I was remembering an old writer’s saying today: when in doubt, write what you know. So much of what I’ve been writing lately has been nothing at all about what I know and while I don’t consider myself a real writer, and I’m mostly fine with not taking myself too seriously, I still don’t like sucking at what I do. If I can do better, I should, even if what I’m writing isn’t particularly meaningful or doesn’t inspire me, it doesn’t mean I can’t still do a better job.
So, today I thought perhaps the place to start would be to write about what I know when I’m not writing for someone else…which I went exploring for ideas and found on my way some musical pages and stopped, and I read and I listened, and eventually I remembered…
Some time ago I took myself out of the game… I stopped performing, I stopped practicing, I stopped singing…I even stopped listening. I sidelined myself, for many well-remembered and important reasons, and for quite a while that was ok. I was happy out of the spotlight, out of the social interactions and engagement, out of the constant necessity for attention. I needed to be silent for a while. I wanted to be still and separate, out from under the pressure, the constant, incessant, pressure that was mostly self-imposed. I needed to lick my wounds and figure myself out, who I was if not the girl with the beautiful voice. What and who was I beyond that, who… who was I, without her?

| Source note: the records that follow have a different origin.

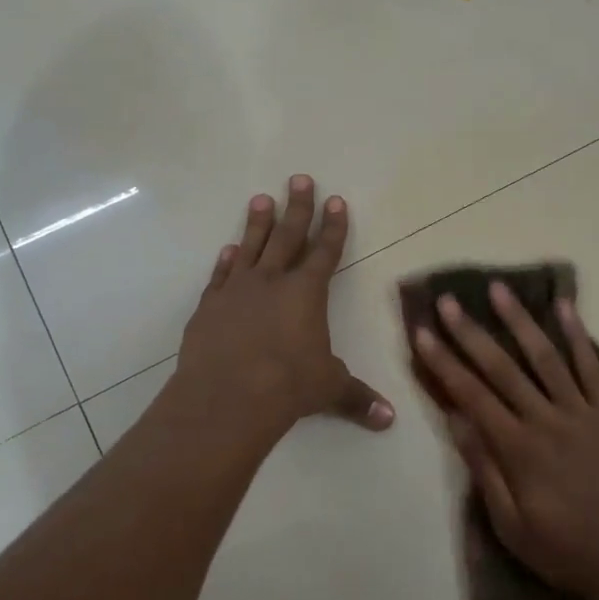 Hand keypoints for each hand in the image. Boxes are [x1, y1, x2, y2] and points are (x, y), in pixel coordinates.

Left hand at [177, 176, 394, 441]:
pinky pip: (220, 276)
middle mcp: (272, 282)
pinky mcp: (209, 306)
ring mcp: (237, 291)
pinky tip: (228, 250)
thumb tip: (389, 420)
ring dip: (258, 223)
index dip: (333, 226)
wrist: (227, 397)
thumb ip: (357, 398)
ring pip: (251, 247)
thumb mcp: (329, 390)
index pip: (326, 252)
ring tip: (261, 198)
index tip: (336, 200)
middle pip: (288, 236)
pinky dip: (226, 261)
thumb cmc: (288, 387)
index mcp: (307, 293)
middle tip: (299, 178)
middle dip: (297, 207)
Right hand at [412, 282, 598, 599]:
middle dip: (471, 332)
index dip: (444, 363)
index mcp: (518, 449)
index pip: (471, 396)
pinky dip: (578, 335)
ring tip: (499, 289)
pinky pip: (592, 368)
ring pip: (545, 357)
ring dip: (519, 321)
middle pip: (502, 368)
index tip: (423, 334)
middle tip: (448, 301)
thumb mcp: (512, 526)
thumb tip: (456, 421)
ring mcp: (582, 412)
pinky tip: (565, 308)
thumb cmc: (566, 550)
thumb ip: (484, 470)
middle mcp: (547, 420) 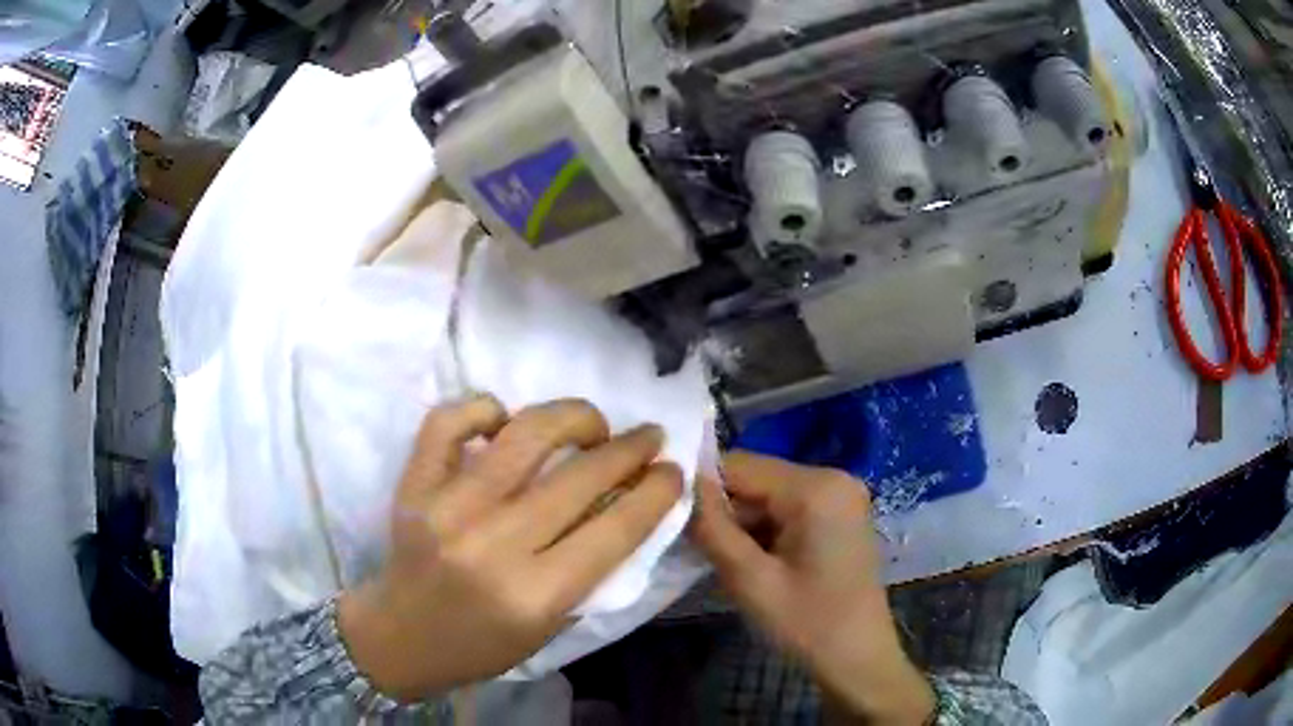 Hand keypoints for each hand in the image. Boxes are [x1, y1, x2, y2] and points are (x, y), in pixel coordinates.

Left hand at [338, 395, 681, 700]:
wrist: (400, 637)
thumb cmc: (482, 644)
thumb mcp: (551, 625)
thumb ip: (590, 568)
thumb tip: (626, 503)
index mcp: (534, 594)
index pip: (615, 529)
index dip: (656, 492)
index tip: (672, 470)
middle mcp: (493, 544)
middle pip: (580, 477)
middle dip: (630, 449)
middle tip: (648, 437)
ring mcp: (447, 507)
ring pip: (526, 434)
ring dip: (574, 417)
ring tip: (592, 425)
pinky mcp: (414, 484)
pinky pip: (450, 421)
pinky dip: (485, 409)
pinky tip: (504, 421)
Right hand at [692, 452, 934, 725]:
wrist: (859, 659)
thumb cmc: (807, 625)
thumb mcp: (750, 581)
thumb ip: (712, 528)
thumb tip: (681, 484)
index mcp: (816, 488)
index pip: (739, 464)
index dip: (702, 489)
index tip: (674, 520)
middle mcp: (833, 477)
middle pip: (757, 477)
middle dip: (725, 510)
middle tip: (700, 550)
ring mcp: (841, 495)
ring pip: (770, 494)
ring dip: (743, 523)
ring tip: (728, 562)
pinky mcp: (840, 514)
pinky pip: (789, 507)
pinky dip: (765, 529)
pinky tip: (756, 562) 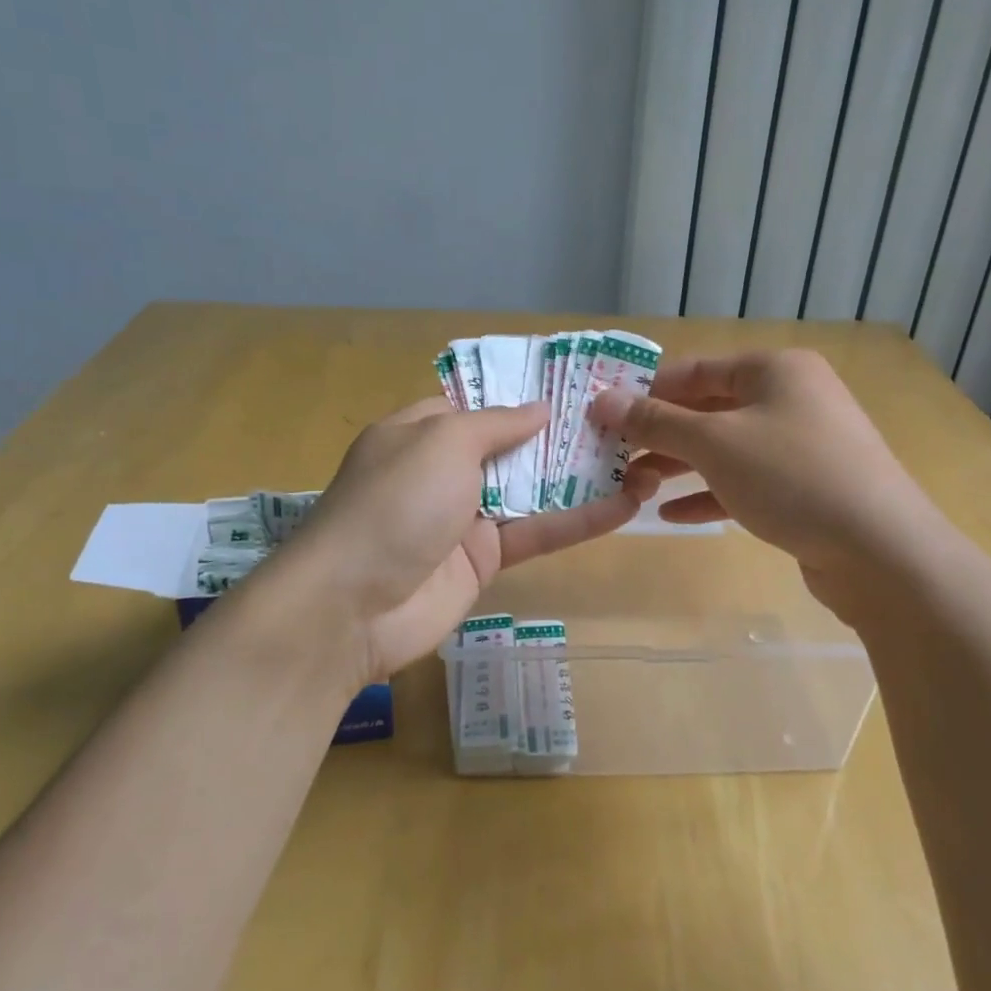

I was almost too afraid to ask that question, so for a long time I sat back and watched and rarely made an outward comment, and the world just passed me by and still, I sat silently, just watching.
Then last spring something started to change, a slight shift, somewhere, and so sudden. And there I was engaging, again, ever so slightly. I started these fledgling attempts at writing, probably mostly out of necessity, or a want to be heard by someone, somewhere again, even if only from the safety of my little laptop in my tiny room, even though I may not have had anything important or even interesting to say. I But, I started again. With words this time, which was, for a while I think, just enough.
So, I went searching for something new and as I read and listened to the music that inspired the beautiful poems and stories I found, two things hit me and cut me to the quick. These two simultaneous thoughts that buckled me, devastated to the floor, and unabated, unending streams of tears poured and shook out of me, robbing all my energy, like a ragdoll splayed out and spent, left on the sidewalk half stuck in landing where someone carelessly tossed her away. These two thoughts hit me, all at once:
I Am a Witness: I am a silent witness of my own life. I removed myself from the world, and in so doing, I removed myself from me…which is the 2nd part of what hit:
I Am Not Me Without the Music: This notion I’d carried for so long that I could somehow divorce myself from music, as though it was this foreign thing, maybe only something borrowed and not a part of who I am, was utter nonsense. There isn’t any separation between artist and art. I am not me without the part that is fully a part of music. My soul sings constantly, whether I like it or not, silently, inwardly, I am always moved from the center and the deep and when I allow myself those moments of exquisite bliss I am home, and simultaneously bereft, and filled with such longing and love and pain like I’ve abandoned my most precious self, like my own child because what I have abandoned is part of myself.
I can’t separate from what is at the core of me. That’s like cutting myself in half and still walking around pretending I haven’t noticed, that I’m still a whole person and not this missing person. Not even half a person, but a nonperson. I may not want this or sometimes work very hard to convince myself I don’t, but why when I stumble back upon myself do I miss it so much?
I’ve decided I don’t want to be the witness anymore. I don’t want to be this silent nonperson who’s been abandoned by herself. I want to hear my own voice again, to reclaim it and connect, to feel and hear and know again what it feels like to be a part of the world, a part of music- at least, if not entirely for anyone else other than myself, and maybe not only that. Maybe it’s time to stop being afraid of what people might think of me and how it makes me feel, and realize there is something worse. Walking around without myself for years is worse. So much worse, and I’m more resilient now than I sometimes like remember.
So, I’m letting it all back in. I’m letting in the music, I’m letting in my whole self and will stop trying to redefine “me” as something other than who I am which is Tisha, the musician, the artist, the singer, the mother, the activist, the sometimes writer, the politically obsessed daughter, the sister, the partner, the friend.
No more bearing witness to my own life, no more abandoning, leaving my soul silent, bereft in some exile, self-imposed. So pointless, gut wrenching and alone and oh, just so lonely and disappointing, where nothing but the abyss and the cliff that tempts and pulls and coaxes, and convinces it doesn’t matter because all is meaningless and pointless anyway, that awful voice inside that replaced my beautiful musical voice, the one that loves, is passionate and feels, that cares and tries, and fails and gets up and tries again. The voice that devastates and hurts and lets everyone down then picks them up again with the sheer forcefulness of her will, my will, and the tyrannical insistence of my heart. A bag of mixed and jumbled flaws, sharp edges, strangely odd disconnects, and a wildness that can scare even me.